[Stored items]

+===+

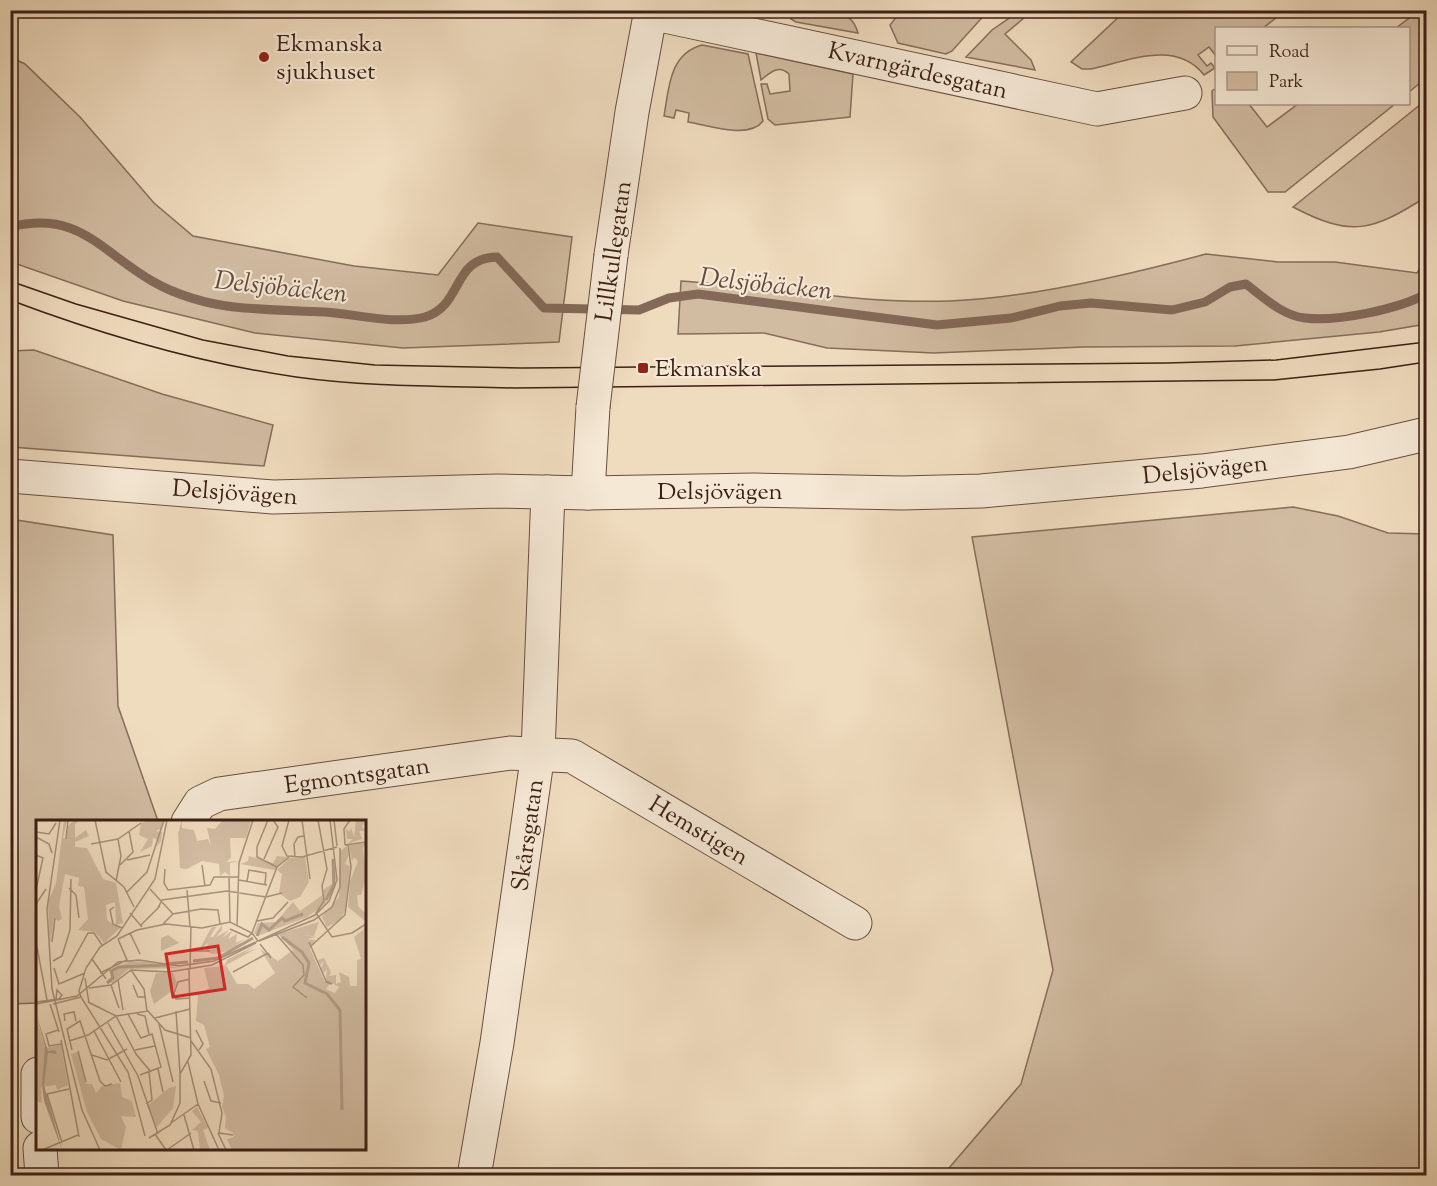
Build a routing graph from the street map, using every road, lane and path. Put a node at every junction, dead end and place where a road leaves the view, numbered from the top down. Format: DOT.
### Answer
graph roads {
  1 [pos="651,12"];
  2 [pos="1185,93"];
  3 [pos="1426,434"];
  4 [pos="10,476"];
  5 [pos="548,492"];
  6 [pos="588,493"];
  7 [pos="538,753"];
  8 [pos="189,820"];
  9 [pos="855,923"];
  10 [pos="40,1150"];
  11 [pos="42,1176"];
  12 [pos="474,1176"];
  1 -- 2 [label="street, Kvarngärdesgatan"];
  1 -- 6 [label="street, Lillkullegatan, bridge"];
  3 -- 6 [label="street, Delsjövägen"];
  4 -- 5 [label="street, Delsjövägen"];
  5 -- 6 [label="street, Delsjövägen"];
  5 -- 7 [label="street, Skårsgatan"];
  7 -- 8 [label="street, Egmontsgatan"];
  7 -- 9 [label="street, Hemstigen"];
  7 -- 12 [label="street, Skårsgatan"];
  10 -- 11 [label="street"];
}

+===+

TASK TO COMPLETE: Send back every line above exactly, skipping all pictures.

RESULT OF THE TASK:
Build a routing graph from the street map, using every road, lane and path. Put a node at every junction, dead end and place where a road leaves the view, numbered from the top down. Format: DOT.
### Answer
graph roads {
  1 [pos="651,12"];
  2 [pos="1185,93"];
  3 [pos="1426,434"];
  4 [pos="10,476"];
  5 [pos="548,492"];
  6 [pos="588,493"];
  7 [pos="538,753"];
  8 [pos="189,820"];
  9 [pos="855,923"];
  10 [pos="40,1150"];
  11 [pos="42,1176"];
  12 [pos="474,1176"];
  1 -- 2 [label="street, Kvarngärdesgatan"];
  1 -- 6 [label="street, Lillkullegatan, bridge"];
  3 -- 6 [label="street, Delsjövägen"];
  4 -- 5 [label="street, Delsjövägen"];
  5 -- 6 [label="street, Delsjövägen"];
  5 -- 7 [label="street, Skårsgatan"];
  7 -- 8 [label="street, Egmontsgatan"];
  7 -- 9 [label="street, Hemstigen"];
  7 -- 12 [label="street, Skårsgatan"];
  10 -- 11 [label="street"];
}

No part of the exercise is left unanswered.